Yolanda Covacinschi (Magda de Civry) | Photo credit: Andrei Grigore/Bucharest National Opera
Demonstrating that La rondine is not bad Lehár, but great Puccini, takes more than a sympathetic conductor and a diva fit to sing the central role of Magda. In the event, the Cluj-Napoca company fielded both those elements anyway. József Horváth’s conducting laid a subtle stress on the American accents of the score while drawing authentically Viennese sweetness from his strings. As directed by Ferenc Anger, this staging was first put on in 2019 – only the opera’s second-ever production in Romania – but for this one-off performance in Bucharest, Yolanda Covachinschi was making her debut as Magda. She brings off all the requisite glamour of the role in both voice and bearing, while hinting in the first two acts that her self-assurance is only skin deep. ‘Ch’il bel sogno di Doretta’ was as playful and even understated, as her later first-act set-piece commanded the space and filled the theatre.
Covachinschi was also well matched by her Ruggero, Adorján Pataki. Making his diffident arrival before curtain up established Ruggero as anything but the confident, archetypal tenor-hero, yet Pataki’s full middle register complements a strong top, enabling him to cut through the orchestra despite a stage set-up unduly recessed from the proscenium.
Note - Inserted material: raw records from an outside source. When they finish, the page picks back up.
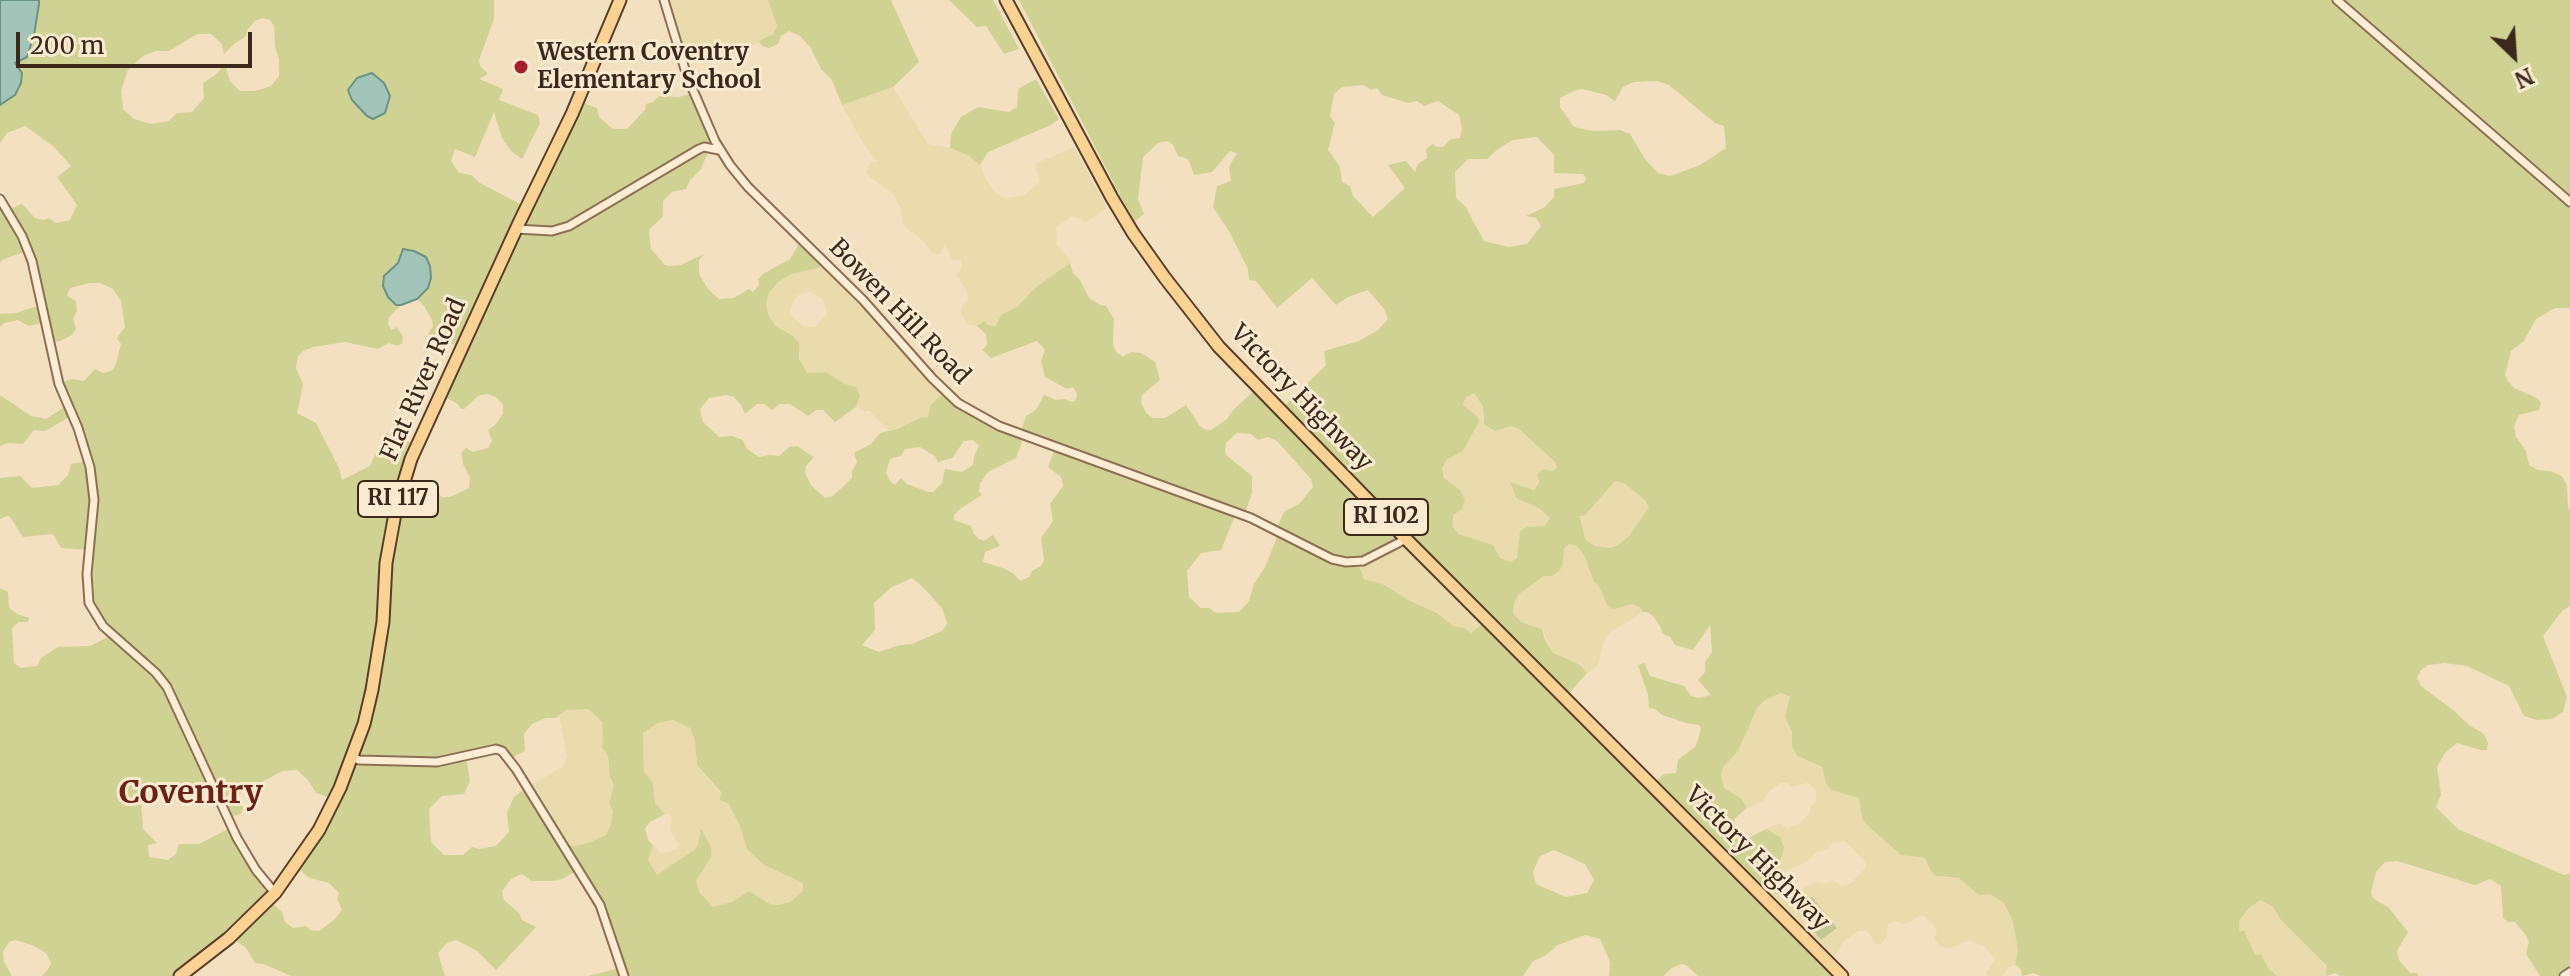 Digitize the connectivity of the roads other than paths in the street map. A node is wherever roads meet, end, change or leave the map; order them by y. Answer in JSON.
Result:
{"nodes":[{"id":1,"x":620,"y":0,"type":"edge"},
{"id":2,"x":664,"y":0,"type":"edge"},
{"id":3,"x":1006,"y":0,"type":"edge"},
{"id":4,"x":2337,"y":0,"type":"edge"},
{"id":5,"x":720,"y":151,"type":"junction"},
{"id":6,"x":0,"y":199,"type":"edge"},
{"id":7,"x":2570,"y":202,"type":"edge"},
{"id":8,"x":516,"y":229,"type":"junction"},
{"id":9,"x":1406,"y":539,"type":"junction"},
{"id":10,"x":352,"y":757,"type":"junction"},
{"id":11,"x":275,"y":893,"type":"junction"},
{"id":12,"x":2570,"y":972,"type":"edge"},
{"id":13,"x":180,"y":976,"type":"edge"},
{"id":14,"x":624,"y":976,"type":"edge"},
{"id":15,"x":1842,"y":976,"type":"edge"},
{"id":16,"x":2564,"y":976,"type":"edge"}],
"edges":[{"from":1,"to":8,"type":"main road","name":"Flat River Road","number":"RI 117"},
{"from":2,"to":5,"type":"street","name":"Bowen Hill Road"},
{"from":3,"to":9,"type":"main road","name":"Victory Highway","number":"RI 102"},
{"from":4,"to":7,"type":"street"},
{"from":5,"to":8,"type":"street"},
{"from":5,"to":9,"type":"street","name":"Bowen Hill Road"},
{"from":6,"to":11,"type":"street"},
{"from":8,"to":10,"type":"main road","name":"Flat River Road","number":"RI 117"},
{"from":9,"to":15,"type":"main road","name":"Victory Highway","number":"RI 102"},
{"from":10,"to":11,"type":"main road","name":"Flat River Road","number":"RI 117"},
{"from":10,"to":14,"type":"street"},
{"from":11,"to":13,"type":"main road","name":"Flat River Road","number":"RI 117"},
{"from":12,"to":16,"type":"street"}]}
In fact all the leads effectively assembled a tight-knit cast where every character lives off their talents to get by, their confidence only skin deep. As the poet Prunier, Tony Bardon dropped hints of a Puccinian self-portrait in his check suit and easy manner. He also struck sparks off Lívia Antal as Lisette, Magda’s maid and his partner as the pair of ‘lesser’ lovers, Magic-Flute style. Vocally speaking, Antal almost stole the show from Covachinschi with her diamantine soubrette.
Yolanda Covacinschi (Magda de Civry) and Adorján Pataki (Ruggero Lastouc) | Photo credit: Andrei Grigore/Bucharest National Opera
Their complementary colours fitted into a stage design drawn as tight as a drum by Anger and his colleagues. He understands that Rondine is more than an updated Bohème, or a ‘What if…’ scenario for Traviata, but those elements are still there. In the middle of the second-act party scene at Café Momus Bullier, the chorus ladies formed a tricolore, Busby Berkeley-style. The pianist for Doretta’s song in Act 1 became a running joke, treated as a waiter and a clothes horse (‘I’m just the pianist, don’t mind me’). One rare miscalculation came at the end of the second act, when the suspended bouquets fell to the stage with thudding symbolism as Magda sat alone, contemplating life-choices.
When it came, though, in front of a dead apple-tree, Magda’s departure and the end was as quick and as devastating as any Puccini denouement, with the mysterious Rambaldo (Sándor Balla) waiting to take her back, his motives and their relationship as enigmatic as it had been back in Act 1, when his gift of a pearl necklace was handed over by Magda (to the pianist, naturally) to check its authenticity. In Puccini as in life, few things are as simple as they appear.